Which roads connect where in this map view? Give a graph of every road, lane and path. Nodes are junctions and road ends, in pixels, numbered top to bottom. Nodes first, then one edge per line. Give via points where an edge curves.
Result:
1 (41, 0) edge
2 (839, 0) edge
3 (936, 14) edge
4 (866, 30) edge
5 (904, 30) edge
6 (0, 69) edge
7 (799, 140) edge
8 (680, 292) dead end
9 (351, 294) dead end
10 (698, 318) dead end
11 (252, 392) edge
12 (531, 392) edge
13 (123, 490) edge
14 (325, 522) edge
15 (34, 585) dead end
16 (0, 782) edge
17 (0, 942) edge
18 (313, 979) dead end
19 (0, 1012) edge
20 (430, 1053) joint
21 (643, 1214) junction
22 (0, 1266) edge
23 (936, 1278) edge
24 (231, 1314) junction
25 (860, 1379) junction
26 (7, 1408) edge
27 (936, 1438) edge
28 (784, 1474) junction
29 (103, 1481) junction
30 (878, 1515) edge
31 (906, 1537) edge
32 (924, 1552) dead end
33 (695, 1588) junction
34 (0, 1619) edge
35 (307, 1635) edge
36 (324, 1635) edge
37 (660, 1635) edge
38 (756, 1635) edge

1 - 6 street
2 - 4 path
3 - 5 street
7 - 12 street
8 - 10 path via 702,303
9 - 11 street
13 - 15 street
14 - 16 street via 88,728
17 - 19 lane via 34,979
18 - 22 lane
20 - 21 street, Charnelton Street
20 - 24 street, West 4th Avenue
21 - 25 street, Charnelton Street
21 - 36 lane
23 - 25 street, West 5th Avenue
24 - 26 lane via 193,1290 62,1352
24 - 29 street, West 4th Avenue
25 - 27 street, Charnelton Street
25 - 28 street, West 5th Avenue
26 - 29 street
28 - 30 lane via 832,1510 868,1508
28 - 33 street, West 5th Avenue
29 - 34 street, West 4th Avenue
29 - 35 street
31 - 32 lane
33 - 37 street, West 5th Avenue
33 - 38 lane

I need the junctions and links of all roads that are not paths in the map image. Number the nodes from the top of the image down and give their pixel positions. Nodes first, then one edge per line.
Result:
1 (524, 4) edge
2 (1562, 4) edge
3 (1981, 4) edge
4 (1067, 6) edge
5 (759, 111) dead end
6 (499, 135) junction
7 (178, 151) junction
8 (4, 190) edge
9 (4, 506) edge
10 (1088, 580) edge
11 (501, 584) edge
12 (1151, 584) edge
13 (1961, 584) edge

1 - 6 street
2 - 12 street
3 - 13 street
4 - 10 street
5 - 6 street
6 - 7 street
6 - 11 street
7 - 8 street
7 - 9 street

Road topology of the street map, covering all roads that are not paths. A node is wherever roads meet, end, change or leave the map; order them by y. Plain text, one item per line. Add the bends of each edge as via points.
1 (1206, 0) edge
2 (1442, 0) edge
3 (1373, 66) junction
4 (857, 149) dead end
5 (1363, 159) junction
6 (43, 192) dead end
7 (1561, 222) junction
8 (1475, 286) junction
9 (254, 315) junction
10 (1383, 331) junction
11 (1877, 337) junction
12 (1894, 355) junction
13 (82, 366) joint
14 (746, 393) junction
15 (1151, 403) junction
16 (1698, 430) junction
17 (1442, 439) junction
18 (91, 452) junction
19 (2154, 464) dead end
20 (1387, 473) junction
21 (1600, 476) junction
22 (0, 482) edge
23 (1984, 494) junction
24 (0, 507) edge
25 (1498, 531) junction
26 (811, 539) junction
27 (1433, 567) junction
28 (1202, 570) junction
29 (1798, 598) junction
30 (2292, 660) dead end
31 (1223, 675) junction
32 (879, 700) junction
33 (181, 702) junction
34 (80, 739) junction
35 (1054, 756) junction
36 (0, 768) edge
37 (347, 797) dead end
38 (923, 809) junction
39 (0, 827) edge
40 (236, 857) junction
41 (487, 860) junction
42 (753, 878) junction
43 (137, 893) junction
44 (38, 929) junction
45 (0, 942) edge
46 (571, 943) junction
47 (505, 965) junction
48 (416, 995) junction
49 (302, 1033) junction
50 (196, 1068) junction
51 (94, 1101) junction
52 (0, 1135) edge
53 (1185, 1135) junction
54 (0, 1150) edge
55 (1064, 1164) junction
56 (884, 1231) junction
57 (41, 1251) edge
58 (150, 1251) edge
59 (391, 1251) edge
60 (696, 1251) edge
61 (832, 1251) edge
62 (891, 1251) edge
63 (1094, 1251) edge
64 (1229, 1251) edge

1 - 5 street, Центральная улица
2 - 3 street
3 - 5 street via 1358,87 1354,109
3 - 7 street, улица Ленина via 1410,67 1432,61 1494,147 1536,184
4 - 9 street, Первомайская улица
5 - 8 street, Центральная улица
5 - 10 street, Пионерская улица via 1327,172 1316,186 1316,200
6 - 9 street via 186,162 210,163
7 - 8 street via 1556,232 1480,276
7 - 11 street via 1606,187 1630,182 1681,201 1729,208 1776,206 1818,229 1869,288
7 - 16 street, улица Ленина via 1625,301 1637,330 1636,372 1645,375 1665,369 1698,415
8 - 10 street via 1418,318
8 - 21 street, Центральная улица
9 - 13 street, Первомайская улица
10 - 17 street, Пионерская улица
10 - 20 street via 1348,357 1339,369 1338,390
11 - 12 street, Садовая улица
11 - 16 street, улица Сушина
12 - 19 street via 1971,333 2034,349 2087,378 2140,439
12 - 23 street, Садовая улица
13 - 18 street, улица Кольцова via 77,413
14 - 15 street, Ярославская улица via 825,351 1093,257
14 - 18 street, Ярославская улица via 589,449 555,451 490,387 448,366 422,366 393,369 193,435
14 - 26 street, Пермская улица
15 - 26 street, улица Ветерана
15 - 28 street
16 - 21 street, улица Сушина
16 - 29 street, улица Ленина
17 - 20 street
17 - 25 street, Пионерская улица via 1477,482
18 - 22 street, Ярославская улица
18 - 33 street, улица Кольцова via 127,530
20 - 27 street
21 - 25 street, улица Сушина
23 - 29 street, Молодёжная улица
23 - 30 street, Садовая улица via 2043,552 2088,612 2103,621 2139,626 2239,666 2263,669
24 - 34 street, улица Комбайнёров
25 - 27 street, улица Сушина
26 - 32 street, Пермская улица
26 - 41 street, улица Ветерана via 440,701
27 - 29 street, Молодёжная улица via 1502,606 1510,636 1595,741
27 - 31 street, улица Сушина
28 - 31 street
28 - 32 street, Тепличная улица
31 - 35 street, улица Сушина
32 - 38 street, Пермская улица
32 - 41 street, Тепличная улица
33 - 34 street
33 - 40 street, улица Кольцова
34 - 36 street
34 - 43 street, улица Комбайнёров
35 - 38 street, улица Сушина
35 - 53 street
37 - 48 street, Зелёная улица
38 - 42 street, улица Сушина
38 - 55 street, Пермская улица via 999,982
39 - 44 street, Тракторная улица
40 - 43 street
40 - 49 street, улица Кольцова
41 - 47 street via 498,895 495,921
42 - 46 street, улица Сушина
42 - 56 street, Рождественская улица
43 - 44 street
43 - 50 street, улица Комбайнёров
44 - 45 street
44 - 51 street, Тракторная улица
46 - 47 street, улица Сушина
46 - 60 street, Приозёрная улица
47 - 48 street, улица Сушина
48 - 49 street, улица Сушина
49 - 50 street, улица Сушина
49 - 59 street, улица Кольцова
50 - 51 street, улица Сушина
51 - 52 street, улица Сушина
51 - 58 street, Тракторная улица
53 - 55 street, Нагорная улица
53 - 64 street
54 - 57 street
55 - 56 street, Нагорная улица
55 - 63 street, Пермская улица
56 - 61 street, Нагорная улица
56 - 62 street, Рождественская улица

The task:
Scan the material above for the word "then". Copy each line where it occurs.

Task response:
Which roads connect where in this map view? Give a graph of every road, lane and path. Nodes are junctions and road ends, in pixels, numbered top to bottom. Nodes first, then one edge per line. Give via points where an edge curves.
I need the junctions and links of all roads that are not paths in the map image. Number the nodes from the top of the image down and give their pixel positions. Nodes first, then one edge per line.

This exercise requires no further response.